• WORK INSTRUCTION:
Gather, from the data below, each line in which the word "shape" occurs.

=== DATASET EXCERPTS ===

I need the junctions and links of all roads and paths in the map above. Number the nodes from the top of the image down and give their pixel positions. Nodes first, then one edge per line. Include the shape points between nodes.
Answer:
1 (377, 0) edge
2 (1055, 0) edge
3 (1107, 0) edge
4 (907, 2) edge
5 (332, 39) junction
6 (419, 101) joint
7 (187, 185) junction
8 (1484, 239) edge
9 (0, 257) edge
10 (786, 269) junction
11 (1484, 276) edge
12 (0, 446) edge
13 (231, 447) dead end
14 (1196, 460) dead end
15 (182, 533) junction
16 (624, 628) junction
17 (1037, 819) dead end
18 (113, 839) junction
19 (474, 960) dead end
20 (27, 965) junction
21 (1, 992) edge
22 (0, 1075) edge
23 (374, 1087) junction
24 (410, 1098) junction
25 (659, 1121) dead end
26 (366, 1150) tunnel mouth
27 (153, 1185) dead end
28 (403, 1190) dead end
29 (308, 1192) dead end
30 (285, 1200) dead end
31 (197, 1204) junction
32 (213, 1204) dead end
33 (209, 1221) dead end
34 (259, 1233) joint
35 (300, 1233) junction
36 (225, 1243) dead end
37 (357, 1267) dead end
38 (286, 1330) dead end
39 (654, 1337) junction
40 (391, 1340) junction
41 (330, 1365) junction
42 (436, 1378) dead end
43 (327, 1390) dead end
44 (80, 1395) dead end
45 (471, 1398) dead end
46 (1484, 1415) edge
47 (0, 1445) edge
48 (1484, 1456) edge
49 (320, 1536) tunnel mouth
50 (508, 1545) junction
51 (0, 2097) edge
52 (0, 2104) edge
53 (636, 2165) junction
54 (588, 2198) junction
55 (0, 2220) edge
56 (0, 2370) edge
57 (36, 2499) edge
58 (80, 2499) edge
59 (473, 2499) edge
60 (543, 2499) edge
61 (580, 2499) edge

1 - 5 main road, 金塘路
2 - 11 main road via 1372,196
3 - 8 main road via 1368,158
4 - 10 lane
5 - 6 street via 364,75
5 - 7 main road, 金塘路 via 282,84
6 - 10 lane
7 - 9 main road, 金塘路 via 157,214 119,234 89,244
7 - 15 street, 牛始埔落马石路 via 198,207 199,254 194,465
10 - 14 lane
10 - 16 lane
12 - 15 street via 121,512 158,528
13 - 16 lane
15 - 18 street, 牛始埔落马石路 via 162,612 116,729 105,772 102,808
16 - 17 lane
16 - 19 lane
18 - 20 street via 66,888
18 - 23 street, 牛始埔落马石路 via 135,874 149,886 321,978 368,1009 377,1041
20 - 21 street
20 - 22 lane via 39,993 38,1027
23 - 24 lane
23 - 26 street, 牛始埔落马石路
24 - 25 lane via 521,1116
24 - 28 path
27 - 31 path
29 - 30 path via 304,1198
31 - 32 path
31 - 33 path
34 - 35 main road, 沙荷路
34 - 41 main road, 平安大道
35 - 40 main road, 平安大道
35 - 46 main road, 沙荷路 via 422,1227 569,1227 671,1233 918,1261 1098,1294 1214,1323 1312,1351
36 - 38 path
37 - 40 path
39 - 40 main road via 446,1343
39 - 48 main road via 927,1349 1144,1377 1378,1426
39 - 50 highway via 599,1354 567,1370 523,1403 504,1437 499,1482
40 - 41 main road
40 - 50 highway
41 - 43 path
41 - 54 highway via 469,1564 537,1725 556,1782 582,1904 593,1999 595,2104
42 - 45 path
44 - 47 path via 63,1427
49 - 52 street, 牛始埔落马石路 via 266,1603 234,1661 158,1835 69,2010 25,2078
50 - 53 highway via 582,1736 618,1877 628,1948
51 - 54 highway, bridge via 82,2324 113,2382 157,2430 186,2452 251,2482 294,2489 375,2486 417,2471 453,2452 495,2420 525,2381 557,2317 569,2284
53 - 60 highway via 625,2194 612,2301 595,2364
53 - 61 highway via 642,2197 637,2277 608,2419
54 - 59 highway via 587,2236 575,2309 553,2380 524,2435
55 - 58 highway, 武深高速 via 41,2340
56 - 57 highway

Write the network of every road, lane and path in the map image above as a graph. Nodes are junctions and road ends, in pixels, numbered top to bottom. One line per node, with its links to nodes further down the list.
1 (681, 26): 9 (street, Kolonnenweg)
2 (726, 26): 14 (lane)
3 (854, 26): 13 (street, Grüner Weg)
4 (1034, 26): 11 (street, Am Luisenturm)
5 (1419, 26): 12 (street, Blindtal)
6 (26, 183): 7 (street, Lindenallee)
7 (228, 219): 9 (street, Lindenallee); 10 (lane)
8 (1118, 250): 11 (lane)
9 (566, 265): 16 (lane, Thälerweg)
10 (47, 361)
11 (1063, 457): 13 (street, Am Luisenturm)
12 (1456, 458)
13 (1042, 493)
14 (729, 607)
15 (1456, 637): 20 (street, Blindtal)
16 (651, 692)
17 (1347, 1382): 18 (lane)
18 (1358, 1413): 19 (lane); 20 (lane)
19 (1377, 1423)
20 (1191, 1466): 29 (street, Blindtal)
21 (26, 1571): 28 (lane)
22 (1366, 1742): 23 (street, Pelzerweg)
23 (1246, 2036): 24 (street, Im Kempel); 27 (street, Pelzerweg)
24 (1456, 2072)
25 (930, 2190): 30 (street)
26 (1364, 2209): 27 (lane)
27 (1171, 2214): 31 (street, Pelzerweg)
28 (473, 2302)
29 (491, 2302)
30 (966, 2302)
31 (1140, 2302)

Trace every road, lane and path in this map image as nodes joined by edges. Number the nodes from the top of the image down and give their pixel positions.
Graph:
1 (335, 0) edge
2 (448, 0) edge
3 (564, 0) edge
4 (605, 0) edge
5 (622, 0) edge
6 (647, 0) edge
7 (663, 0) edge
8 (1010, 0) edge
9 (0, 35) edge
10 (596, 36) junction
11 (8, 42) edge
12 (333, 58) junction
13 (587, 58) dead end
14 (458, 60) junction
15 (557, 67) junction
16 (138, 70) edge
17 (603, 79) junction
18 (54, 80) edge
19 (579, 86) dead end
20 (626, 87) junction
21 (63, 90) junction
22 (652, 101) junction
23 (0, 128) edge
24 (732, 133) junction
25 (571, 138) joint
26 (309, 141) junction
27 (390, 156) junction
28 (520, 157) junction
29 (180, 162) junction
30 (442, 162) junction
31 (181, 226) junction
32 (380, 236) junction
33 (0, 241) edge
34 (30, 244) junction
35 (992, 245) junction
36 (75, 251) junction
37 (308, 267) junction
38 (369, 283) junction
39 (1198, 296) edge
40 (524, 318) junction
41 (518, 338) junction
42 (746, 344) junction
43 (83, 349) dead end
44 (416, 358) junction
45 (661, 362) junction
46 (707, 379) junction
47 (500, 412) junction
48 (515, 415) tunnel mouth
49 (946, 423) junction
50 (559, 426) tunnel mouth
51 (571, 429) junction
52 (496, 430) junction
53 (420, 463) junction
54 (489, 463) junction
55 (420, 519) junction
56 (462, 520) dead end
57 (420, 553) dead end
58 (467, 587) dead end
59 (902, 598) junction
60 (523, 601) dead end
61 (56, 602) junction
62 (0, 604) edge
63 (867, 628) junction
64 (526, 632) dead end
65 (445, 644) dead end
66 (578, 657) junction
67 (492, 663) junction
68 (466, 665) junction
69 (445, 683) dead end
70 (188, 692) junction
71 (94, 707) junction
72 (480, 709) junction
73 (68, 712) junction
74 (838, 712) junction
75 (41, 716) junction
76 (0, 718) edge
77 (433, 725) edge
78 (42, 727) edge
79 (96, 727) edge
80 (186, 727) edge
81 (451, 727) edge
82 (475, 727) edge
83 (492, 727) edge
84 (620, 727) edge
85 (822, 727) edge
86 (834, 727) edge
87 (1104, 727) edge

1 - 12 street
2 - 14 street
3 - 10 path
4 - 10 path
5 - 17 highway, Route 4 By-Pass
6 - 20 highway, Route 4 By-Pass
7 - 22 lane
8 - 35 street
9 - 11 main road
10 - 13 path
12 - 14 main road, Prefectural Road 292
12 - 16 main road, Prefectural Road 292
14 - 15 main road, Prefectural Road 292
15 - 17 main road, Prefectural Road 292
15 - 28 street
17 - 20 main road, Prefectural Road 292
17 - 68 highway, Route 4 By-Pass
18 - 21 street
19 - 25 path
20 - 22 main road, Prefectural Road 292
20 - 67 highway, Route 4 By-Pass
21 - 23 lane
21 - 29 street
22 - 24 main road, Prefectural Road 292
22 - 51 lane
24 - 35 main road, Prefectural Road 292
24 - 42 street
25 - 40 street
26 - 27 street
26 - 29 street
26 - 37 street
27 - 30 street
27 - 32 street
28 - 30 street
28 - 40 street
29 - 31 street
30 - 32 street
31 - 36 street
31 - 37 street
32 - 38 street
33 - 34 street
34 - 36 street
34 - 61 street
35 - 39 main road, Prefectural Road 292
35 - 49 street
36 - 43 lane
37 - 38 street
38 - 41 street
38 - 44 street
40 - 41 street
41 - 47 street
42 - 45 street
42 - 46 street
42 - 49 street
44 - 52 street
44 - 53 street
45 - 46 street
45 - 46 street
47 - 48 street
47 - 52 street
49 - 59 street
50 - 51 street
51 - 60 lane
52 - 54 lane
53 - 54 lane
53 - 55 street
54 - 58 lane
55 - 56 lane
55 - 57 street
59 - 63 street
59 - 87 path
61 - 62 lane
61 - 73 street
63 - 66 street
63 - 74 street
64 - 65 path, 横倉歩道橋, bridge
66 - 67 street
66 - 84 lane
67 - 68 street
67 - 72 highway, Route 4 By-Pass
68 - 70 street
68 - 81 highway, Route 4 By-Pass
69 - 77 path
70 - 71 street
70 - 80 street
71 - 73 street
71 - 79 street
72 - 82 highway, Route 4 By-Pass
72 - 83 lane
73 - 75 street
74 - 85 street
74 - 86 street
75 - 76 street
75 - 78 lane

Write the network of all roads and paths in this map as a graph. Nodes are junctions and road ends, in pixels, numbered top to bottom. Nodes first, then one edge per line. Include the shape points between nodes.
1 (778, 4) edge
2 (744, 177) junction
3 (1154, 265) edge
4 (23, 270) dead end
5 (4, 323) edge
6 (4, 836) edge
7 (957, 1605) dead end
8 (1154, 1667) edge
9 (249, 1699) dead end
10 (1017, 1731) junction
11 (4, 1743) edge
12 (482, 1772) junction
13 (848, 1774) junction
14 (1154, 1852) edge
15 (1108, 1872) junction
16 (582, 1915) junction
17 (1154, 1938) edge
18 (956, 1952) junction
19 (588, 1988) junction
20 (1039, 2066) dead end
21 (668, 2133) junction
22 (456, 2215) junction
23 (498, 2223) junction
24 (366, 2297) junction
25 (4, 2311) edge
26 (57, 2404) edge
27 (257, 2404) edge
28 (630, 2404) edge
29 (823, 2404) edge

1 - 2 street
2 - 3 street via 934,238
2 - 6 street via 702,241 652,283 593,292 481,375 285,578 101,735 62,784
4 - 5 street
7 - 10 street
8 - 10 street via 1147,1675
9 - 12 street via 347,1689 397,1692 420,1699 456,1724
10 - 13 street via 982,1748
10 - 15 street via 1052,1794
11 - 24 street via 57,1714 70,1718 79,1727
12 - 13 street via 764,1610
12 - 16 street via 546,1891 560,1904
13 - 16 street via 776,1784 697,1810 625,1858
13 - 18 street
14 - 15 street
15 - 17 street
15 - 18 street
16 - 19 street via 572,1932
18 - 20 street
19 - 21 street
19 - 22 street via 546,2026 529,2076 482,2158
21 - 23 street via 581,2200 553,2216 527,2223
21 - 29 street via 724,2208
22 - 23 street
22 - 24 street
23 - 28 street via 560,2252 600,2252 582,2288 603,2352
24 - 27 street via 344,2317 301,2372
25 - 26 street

===

• FINAL ANSWER:
I need the junctions and links of all roads and paths in the map above. Number the nodes from the top of the image down and give their pixel positions. Nodes first, then one edge per line. Include the shape points between nodes.
Write the network of all roads and paths in this map as a graph. Nodes are junctions and road ends, in pixels, numbered top to bottom. Nodes first, then one edge per line. Include the shape points between nodes.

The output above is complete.